The new watchword in the Southern Baptist Convention is Great Commission Resurgence. These words don’t refer to a movement as was first intended, but to a denominational task force called to bring change in denominational structure to ignite a greater focus on the Great Commission.

As I have stated numerous times, I am not afraid of nor put off by a hard look at the way we do business. Finding ways to streamline our work and be more efficient is to be applauded. Being good stewards at every level of denominational life is desirable and ought to be expected.

But think with me for a moment. If our denomination improved our efficiency by 25 percent, would it produce a dramatic resurgence to Great Commission advancement? I would propose that the answer to that question is a resounding NO!

Why? If we believe our own declarations as Southern Baptists—that the base and center of all ministry is the local church—then it seems to me we are starting at the wrong place. We state routinely that the Great Commission was given to individuals specifically and the church collectively. No denominational entity I know baptizes anyone. The work of going, baptizing and making disciples is the work of the believer serving through the local church.

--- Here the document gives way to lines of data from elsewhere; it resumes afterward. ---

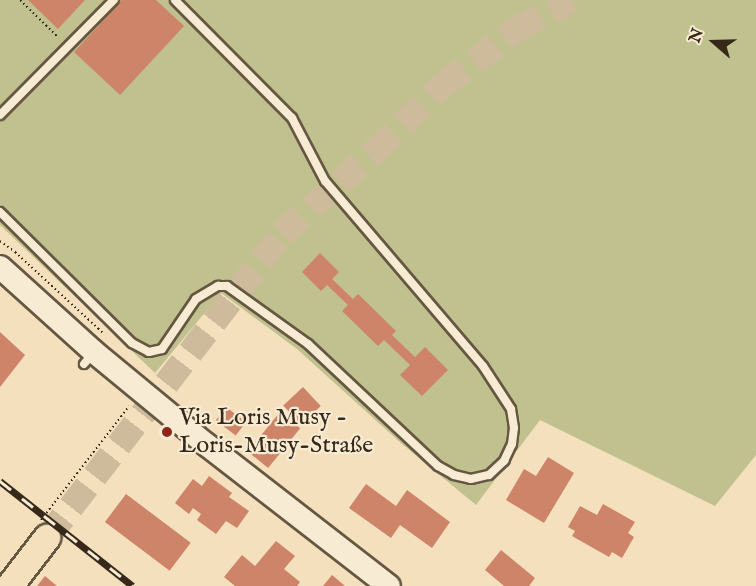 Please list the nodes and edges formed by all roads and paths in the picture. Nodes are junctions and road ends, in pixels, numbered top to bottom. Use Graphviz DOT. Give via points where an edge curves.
graph roads {
  1 [pos="20,0"];
  2 [pos="114,0"];
  3 [pos="175,0"];
  4 [pos="68,47"];
  5 [pos="0,116"];
  6 [pos="0,212"];
  7 [pos="0,241"];
  8 [pos="0,267"];
  9 [pos="95,350"];
  10 [pos="141,391"];
  11 [pos="42,532"];
  12 [pos="10,586"];
  13 [pos="389,586"];
  1 -- 4 [label="path"];
  2 -- 4 [label="lane"];
  3 -- 6 [label="lane" via="292,118 325,181 483,366 511,409 512,444 504,461 489,475 471,479 438,466 308,344 226,286 218,286 196,299 162,349 149,352 132,343"];
  4 -- 5 [label="lane"];
  7 -- 9 [label="path" via="15,252"];
  8 -- 9 [label="street"];
  9 -- 10 [label="street"];
  10 -- 11 [label="path"];
  10 -- 13 [label="street"];
  11 -- 12 [label="main road"];
} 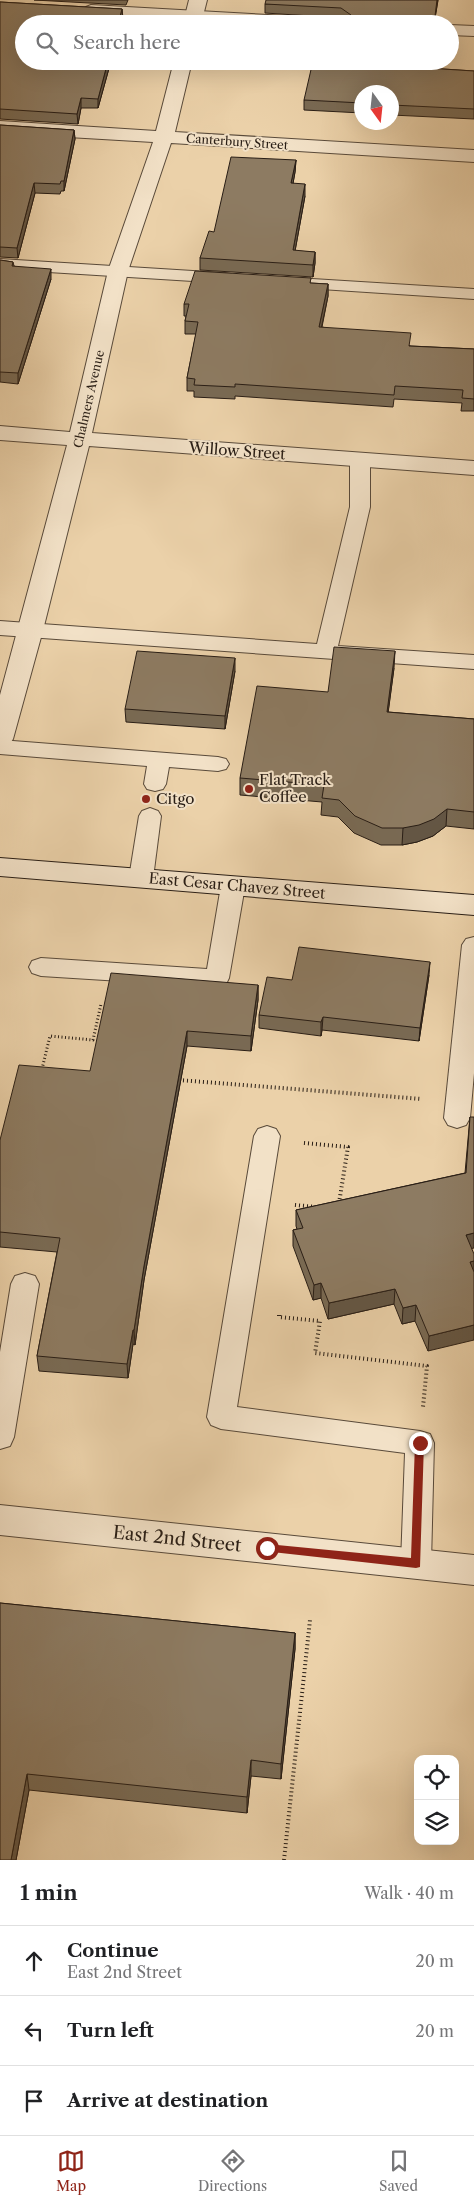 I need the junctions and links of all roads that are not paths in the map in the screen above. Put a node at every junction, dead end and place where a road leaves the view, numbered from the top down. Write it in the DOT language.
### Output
graph roads {
  1 [pos="78,9"];
  2 [pos="195,13"];
  3 [pos="222,15"];
  4 [pos="459,30"];
  5 [pos="474,31"];
  6 [pos="181,70"];
  7 [pos="0,127"];
  8 [pos="164,137"];
  9 [pos="474,156"];
  10 [pos="0,264"];
  11 [pos="118,272"];
  12 [pos="242,279"];
  13 [pos="280,282"];
  14 [pos="474,294"];
  15 [pos="0,433"];
  16 [pos="80,438"];
  17 [pos="360,460"];
  18 [pos="474,468"];
  19 [pos="0,628"];
  20 [pos="31,630"];
  21 [pos="326,651"];
  22 [pos="474,662"];
  23 [pos="8,683"];
  24 [pos="0,739"];
  25 [pos="0,747"];
  26 [pos="159,759"];
  27 [pos="218,764"];
  28 [pos="155,784"];
  29 [pos="150,816"];
  30 [pos="0,867"];
  31 [pos="140,878"];
  32 [pos="233,886"];
  33 [pos="474,905"];
  34 [pos="474,945"];
  35 [pos="41,967"];
  36 [pos="458,1110"];
  37 [pos="266,1138"];
  38 [pos="25,1284"];
  39 [pos="0,1437"];
  40 [pos="0,1520"];
  41 [pos="416,1563"];
  42 [pos="474,1570"];
  1 -- 2 [label="lane"];
  2 -- 3 [label="lane"];
  4 -- 5 [label="lane"];
  6 -- 8 [label="street, Chalmers Avenue"];
  7 -- 8 [label="street, Canterbury Street"];
  8 -- 9 [label="street, Canterbury Street"];
  8 -- 11 [label="street, Chalmers Avenue"];
  10 -- 11 [label="lane"];
  11 -- 12 [label="lane"];
  11 -- 16 [label="street, Chalmers Avenue"];
  13 -- 14 [label="lane"];
  15 -- 16 [label="street, Willow Street"];
  16 -- 17 [label="street, Willow Street"];
  16 -- 20 [label="street, Chalmers Avenue"];
  17 -- 18 [label="street, Willow Street"];
  17 -- 21 [label="lane"];
  19 -- 20 [label="lane"];
  20 -- 21 [label="lane"];
  20 -- 23 [label="street, Chalmers Avenue"];
  21 -- 22 [label="lane"];
  23 -- 24 [label="street, Chalmers Avenue"];
  25 -- 26 [label="lane"];
  26 -- 27 [label="lane"];
  26 -- 28 [label="lane"];
  29 -- 31 [label="lane"];
  30 -- 31 [label="street, East Cesar Chavez Street"];
  31 -- 32 [label="street, East Cesar Chavez Street"];
  32 -- 33 [label="street, East Cesar Chavez Street"];
  32 -- 35 [label="lane"];
  34 -- 36 [label="lane"];
  37 -- 41 [label="lane"];
  38 -- 39 [label="lane"];
  40 -- 41 [label="street, East 2nd Street"];
  41 -- 42 [label="street, East 2nd Street"];
}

I would contend that any dramatic change in our commitment to and living of the Great Commission must start with the believer and the local church. Our churches are filled with thousands of believers who have no intention or heart to share their faith with anyone. Believers not only don’t plan to witness, they also do not see any connection whatsoever with a responsibility to do so. The energy of believers and the church collectively is spent on keeping the church going rather than adding to the church by witnessing and reaching lost people.

Our “attractional” approach to ministry garners crowds to watch the show rather than participate in the living witness of the church. Further, a practical universalism has found its way into the church. Many people who sit in the pews do not believe that people without Christ are lost and bound for a Christless eternity. I would suggest that unless one believes that all must come to faith in Christ to go to Heaven, there is little motivation to declare the Gospel to lost people.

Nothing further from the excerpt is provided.